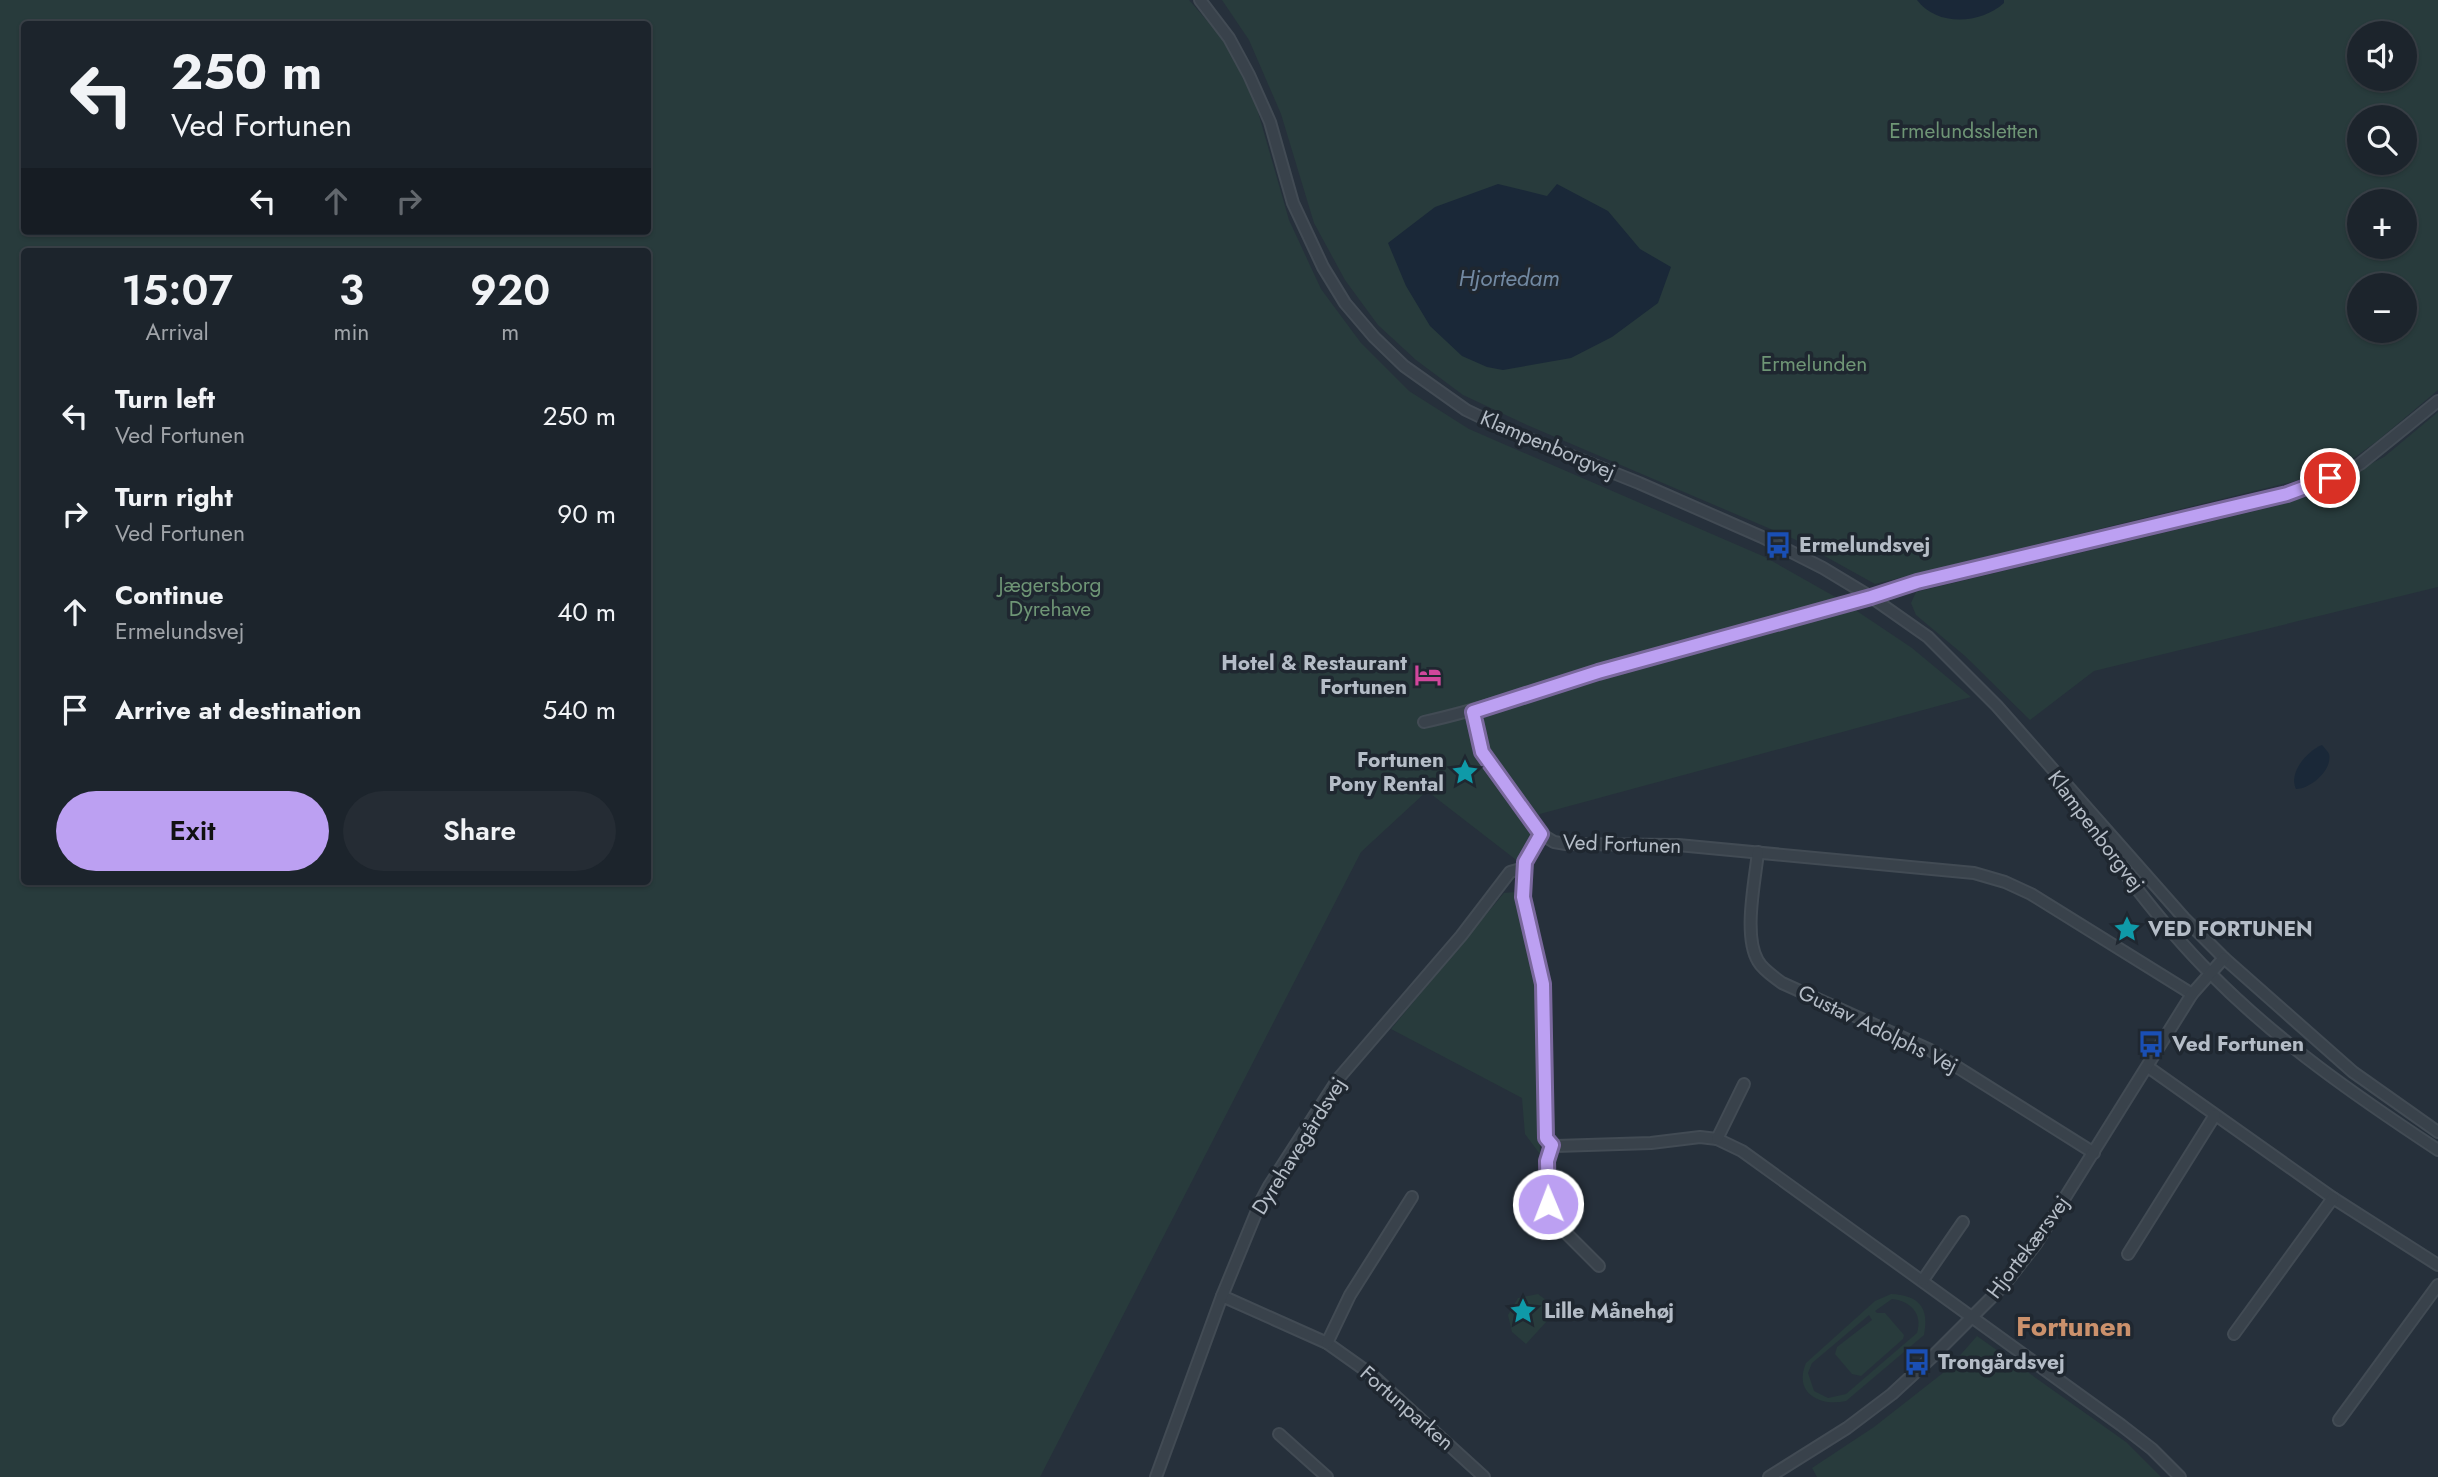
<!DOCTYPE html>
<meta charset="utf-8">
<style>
body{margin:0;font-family:Jost,sans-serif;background:#252c34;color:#f1f3f6;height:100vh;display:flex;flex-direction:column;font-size:26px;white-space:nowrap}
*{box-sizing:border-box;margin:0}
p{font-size:23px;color:#a0a4a9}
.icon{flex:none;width:38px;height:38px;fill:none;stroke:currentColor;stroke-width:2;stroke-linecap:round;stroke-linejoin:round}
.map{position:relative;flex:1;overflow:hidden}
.drawer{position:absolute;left:21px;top:248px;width:630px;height:637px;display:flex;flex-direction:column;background:#1c242c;border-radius:7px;box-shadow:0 2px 5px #0004,0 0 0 2px #3a4148}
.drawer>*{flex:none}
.top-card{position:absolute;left:21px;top:21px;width:630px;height:214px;border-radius:7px;box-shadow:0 2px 5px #0004,0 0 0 2px #3a4148;background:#1c242c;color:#f1f3f6;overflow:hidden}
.buttons{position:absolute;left:2347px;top:21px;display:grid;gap:14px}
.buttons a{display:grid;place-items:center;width:70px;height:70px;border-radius:50%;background:#1c242c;box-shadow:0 2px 5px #0004,0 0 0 2px #3a4148;font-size:35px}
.pin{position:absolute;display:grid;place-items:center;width:60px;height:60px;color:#fff;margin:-30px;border:4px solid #fff;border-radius:50%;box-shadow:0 2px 7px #0007}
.me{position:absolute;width:77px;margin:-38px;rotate:359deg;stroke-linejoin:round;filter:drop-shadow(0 0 5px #0008)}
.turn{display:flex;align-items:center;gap:24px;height:147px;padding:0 35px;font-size:32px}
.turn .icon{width:91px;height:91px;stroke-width:2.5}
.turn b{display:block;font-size:49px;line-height:60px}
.lanes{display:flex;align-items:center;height:66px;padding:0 35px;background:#0003;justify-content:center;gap:35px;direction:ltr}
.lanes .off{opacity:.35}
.eta{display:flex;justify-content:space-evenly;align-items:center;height:119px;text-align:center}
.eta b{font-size:42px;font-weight:600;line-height:49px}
.cta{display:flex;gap:14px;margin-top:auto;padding:14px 35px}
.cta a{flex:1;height:80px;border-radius:42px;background:#bca0f2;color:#111;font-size:28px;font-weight:600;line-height:80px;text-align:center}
.cta a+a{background:#252c34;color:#f1f3f6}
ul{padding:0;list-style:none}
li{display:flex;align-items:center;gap:21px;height:98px;padding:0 35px}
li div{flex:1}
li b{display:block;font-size:26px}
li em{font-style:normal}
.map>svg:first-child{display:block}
</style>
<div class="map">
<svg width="2438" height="1477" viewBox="0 0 2438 1477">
<rect width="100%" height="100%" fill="#26303b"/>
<g fill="#283b3c" fill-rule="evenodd">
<path d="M0 0H1189L1225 41 1256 105 1289 220 1321 289 1361 343 1409 391 1469 429 1765 557 1839 599 1912 648 1971 697 1540 814 1524 866 1427 791 1361 852 1040 1477H0ZM24 24H648V231H24ZM24 252H648V882H24Z"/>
<path d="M1222 0H2438V390L2376 442 2348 462 2307 478 1875 584 1794 539 1527 425 1463 395 1416 360 1378 325 1345 280 1314 223 1281 114 1249 40ZM2359 33H2404V79H2359ZM2359 117H2404V163H2359ZM2359 201H2404V247H2359ZM2359 285H2404V331H2359Z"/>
<path d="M2438 412V587L2094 671 2030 720 1965 656 1916 615 1911 603 1916 592 2272 507 2314 493 2384 457Z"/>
<path d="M1516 892 1537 969 1540 1154 1525 1134 1522 1098 1391 1029 1504 893Z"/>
<path d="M1538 1294 1558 1309 1526 1344 1512 1332 1508 1315 1518 1298Z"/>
<path d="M1891 1294C1918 1295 1930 1307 1924 1335L1846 1401C1820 1407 1793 1393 1806 1363L1875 1301ZM1892 1299C1911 1301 1923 1314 1917 1333L1846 1394 1828 1398 1814 1391 1808 1373 1812 1363 1869 1315 1872 1320 1837 1347 1835 1354 1852 1374 1861 1376 1903 1339 1904 1335 1885 1313H1877L1875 1311Z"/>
<path d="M1977 1336 2126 1442 2161 1477H1817L1812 1468 1874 1427 1948 1369Z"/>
</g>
<g fill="#1a2838">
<path d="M1917 0H2004V3C1981 24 1937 27 1917 0Z"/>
<path d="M1498 184 1547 196 1557 184 1608 211 1640 249 1671 267 1658 303 1612 337 1571 358 1503 370 1487 367 1462 356 1430 326 1406 286 1388 243 1435 207Z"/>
<path d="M2322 745C2324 747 2328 752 2329 754 2333 770 2310 789 2296 789 2288 773 2307 751 2322 745Z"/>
</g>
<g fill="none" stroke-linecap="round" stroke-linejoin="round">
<defs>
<g id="minor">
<path d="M1200 0 1229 38 1249 75 1270 122 1293 203 1323 267 1345 303 1374 337 1404 366 1466 410 1514 433 1639 483 1762 537 1823 568 1871 597 1928 637 1997 706 2184 918 2224 958 2353 1072 2438 1132"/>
<path d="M1473 712 1482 752 1489 765 1541 834 1554 842 1566 844 1678 845 1974 873 2005 882 2031 894 2192 994"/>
<path d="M1424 722C1484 709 1540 689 1599 672 1705 641 1813 616 1918 582L2287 494 2344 473 2360 464 2438 401"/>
<path d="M2062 787C2108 851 2155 918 2211 974 2278 1042 2359 1098 2438 1150"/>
<path d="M1541 834 1526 862 1523 897 1543 984 1548 1142 1556 1146 1651 1143 1700 1137 1717 1139 1742 1151 2121 1425 2152 1449 2180 1477"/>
<path d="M1758 852C1755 881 1743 936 1758 961 1763 970 1773 976 1782 983L1930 1050 2094 1153"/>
<path d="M2148 1067 2333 1198 2438 1265"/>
<path d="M1717 1139 1744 1084"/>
<path d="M1551 1145 1547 1161 1548 1204 1551 1214 1558 1225 1599 1266"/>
<path d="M2128 1254 2215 1115"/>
<path d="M1923 1280 1963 1222"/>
<path d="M1222 1296 1327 1343 1372 1375 1484 1477"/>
<path d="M2234 1334 2333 1198"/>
<path d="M1327 1343 1350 1295 1412 1197"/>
<path d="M2339 1420 2438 1285"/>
<path d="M1279 1434 1327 1477"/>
<path d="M1156 1477 1222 1296 1261 1201 1269 1186 1338 1079 1461 936 1510 872 1524 868"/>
<path d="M1769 1477 1847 1428 1892 1394 1932 1357 2005 1284 2036 1244 2192 994 2224 958"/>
</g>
</defs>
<use href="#minor" stroke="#424b54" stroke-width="14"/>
<use href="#minor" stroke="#39424b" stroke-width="10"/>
</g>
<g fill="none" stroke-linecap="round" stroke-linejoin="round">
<defs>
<path id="route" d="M1548 1204 1547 1161 1552 1145 1546 1138 1543 984 1523 897 1525 862 1541 834 1482 752 1473 712 1598 672 1871 597 1917 582 2287 494 2330 478"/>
</defs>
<use href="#route" stroke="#7a689d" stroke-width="18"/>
<use href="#route" stroke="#bca0f2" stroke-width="12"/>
</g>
<defs>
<symbol id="bus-bare" viewBox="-9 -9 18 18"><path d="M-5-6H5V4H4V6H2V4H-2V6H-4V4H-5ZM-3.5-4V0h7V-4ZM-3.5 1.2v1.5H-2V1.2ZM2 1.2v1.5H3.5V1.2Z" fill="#1a4fb4" stroke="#1f2730" stroke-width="2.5" paint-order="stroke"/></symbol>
<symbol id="hotel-bare" viewBox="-9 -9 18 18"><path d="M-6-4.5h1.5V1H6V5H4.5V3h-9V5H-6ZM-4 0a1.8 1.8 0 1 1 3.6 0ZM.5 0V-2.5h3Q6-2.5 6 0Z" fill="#d1479c" stroke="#1f2730" stroke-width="2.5" paint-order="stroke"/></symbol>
<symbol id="sight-bare" viewBox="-9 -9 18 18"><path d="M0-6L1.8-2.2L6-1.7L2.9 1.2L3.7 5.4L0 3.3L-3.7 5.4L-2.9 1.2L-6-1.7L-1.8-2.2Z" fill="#0f9aa8" stroke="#1f2730" stroke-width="2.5" paint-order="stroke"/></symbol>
</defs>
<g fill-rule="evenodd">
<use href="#bus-bare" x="1759" y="526" width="38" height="38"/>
<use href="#hotel-bare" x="1409" y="656" width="38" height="38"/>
<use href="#sight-bare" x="1446" y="753" width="38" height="38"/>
<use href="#sight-bare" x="2108" y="910" width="38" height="38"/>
<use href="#bus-bare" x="2132" y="1025" width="38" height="38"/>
<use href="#sight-bare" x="1504" y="1292" width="38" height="38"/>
<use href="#bus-bare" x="1898" y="1343" width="38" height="38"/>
</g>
<g text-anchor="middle" stroke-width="7" stroke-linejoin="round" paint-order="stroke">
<g font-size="21" fill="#6e9575" stroke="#1f2730">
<text x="1964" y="138">Ermelundssletten</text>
<text x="1814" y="371">Ermelunden</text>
<text x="1050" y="592">Jægersborg<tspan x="1050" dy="24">Dyrehave</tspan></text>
</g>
<g font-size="21" fill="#b5bdc7" stroke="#1f2730">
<text transform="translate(1548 445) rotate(23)" y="7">Klampenborgvej</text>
<text transform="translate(2096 831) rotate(53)" y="7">Klampenborgvej</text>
<text transform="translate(1622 844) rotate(2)" y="7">Ved Fortunen</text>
<text transform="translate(1878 1029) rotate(26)" y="7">Gustav Adolphs Vej</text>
<text transform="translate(1299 1146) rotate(-58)" y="7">Dyrehavegårdsvej</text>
<text transform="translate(2028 1247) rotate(-53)" y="7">Hjortekærsvej</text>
<text transform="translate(1407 1408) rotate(41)" y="7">Fortunparken</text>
</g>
<g font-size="21" font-weight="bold" fill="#b5bdc7" stroke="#1f2730" text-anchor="start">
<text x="1799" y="552">Ermelundsvej</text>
<text x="1407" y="670" text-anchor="end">Hotel &amp; Restaurant<tspan x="1407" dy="24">Fortunen</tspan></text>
<text x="1444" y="767" text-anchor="end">Fortunen<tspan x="1444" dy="24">Pony Rental</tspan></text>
<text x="2148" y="936">VED FORTUNEN</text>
<text x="2172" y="1051">Ved Fortunen</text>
<text x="1544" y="1318">Lille Månehøj</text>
<text x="1938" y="1369">Trongårdsvej</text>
</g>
<g font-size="23" font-style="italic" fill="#7289a2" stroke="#1f2730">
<text x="1509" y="286">Hjortedam</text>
</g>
<g font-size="28" font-weight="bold" fill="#cb916c" stroke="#1f2730">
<text x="2074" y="1336">Fortunen</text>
</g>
</g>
</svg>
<div class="buttons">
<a><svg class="icon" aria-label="sound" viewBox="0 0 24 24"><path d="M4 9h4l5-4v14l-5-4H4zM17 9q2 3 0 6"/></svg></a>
<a><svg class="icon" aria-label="search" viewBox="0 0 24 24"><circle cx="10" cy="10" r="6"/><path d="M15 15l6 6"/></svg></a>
<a>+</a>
<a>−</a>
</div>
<div class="pin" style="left:2330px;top:478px;background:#d93025"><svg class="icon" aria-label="arrive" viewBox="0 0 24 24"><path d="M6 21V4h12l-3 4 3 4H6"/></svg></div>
<svg class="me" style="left:1548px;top:1204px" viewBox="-20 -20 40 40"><circle r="17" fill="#bca0f2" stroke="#fff" stroke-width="3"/><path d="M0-11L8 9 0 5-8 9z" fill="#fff"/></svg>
<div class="top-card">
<div class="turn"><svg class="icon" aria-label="left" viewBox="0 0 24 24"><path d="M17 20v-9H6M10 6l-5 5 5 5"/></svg><div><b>250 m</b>Ved Fortunen</div></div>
<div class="lanes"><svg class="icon" aria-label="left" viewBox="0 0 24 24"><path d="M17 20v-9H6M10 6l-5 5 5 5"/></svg><svg class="icon off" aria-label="ahead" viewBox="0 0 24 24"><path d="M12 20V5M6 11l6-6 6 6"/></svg><svg class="icon off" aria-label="right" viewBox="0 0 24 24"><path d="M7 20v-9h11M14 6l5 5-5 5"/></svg></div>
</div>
<section class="drawer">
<div class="eta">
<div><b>15:07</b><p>Arrival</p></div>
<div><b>3</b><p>min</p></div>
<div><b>920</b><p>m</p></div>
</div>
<ul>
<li><svg class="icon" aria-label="left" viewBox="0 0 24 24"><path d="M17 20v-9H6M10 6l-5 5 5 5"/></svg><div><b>Turn left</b><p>Ved Fortunen</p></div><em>250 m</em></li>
<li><svg class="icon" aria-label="right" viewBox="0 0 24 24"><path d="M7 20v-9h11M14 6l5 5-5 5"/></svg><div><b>Turn right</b><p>Ved Fortunen</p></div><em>90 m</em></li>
<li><svg class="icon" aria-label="ahead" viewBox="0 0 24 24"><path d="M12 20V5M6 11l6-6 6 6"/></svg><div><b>Continue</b><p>Ermelundsvej</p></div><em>40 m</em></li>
<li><svg class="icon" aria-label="arrive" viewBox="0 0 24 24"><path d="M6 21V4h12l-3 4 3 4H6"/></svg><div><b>Arrive at destination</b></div><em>540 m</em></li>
</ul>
<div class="cta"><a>Exit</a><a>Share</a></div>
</section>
</div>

------------------------------------------------------------

• **What is being asked**
Would you please return all lines from the listing above that contain "none"?

• **Task solution**
.icon{flex:none;width:38px;height:38px;fill:none;stroke:currentColor;stroke-width:2;stroke-linecap:round;stroke-linejoin:round}
.drawer>*{flex:none}
ul{padding:0;list-style:none}
<g fill="none" stroke-linecap="round" stroke-linejoin="round">
<g fill="none" stroke-linecap="round" stroke-linejoin="round">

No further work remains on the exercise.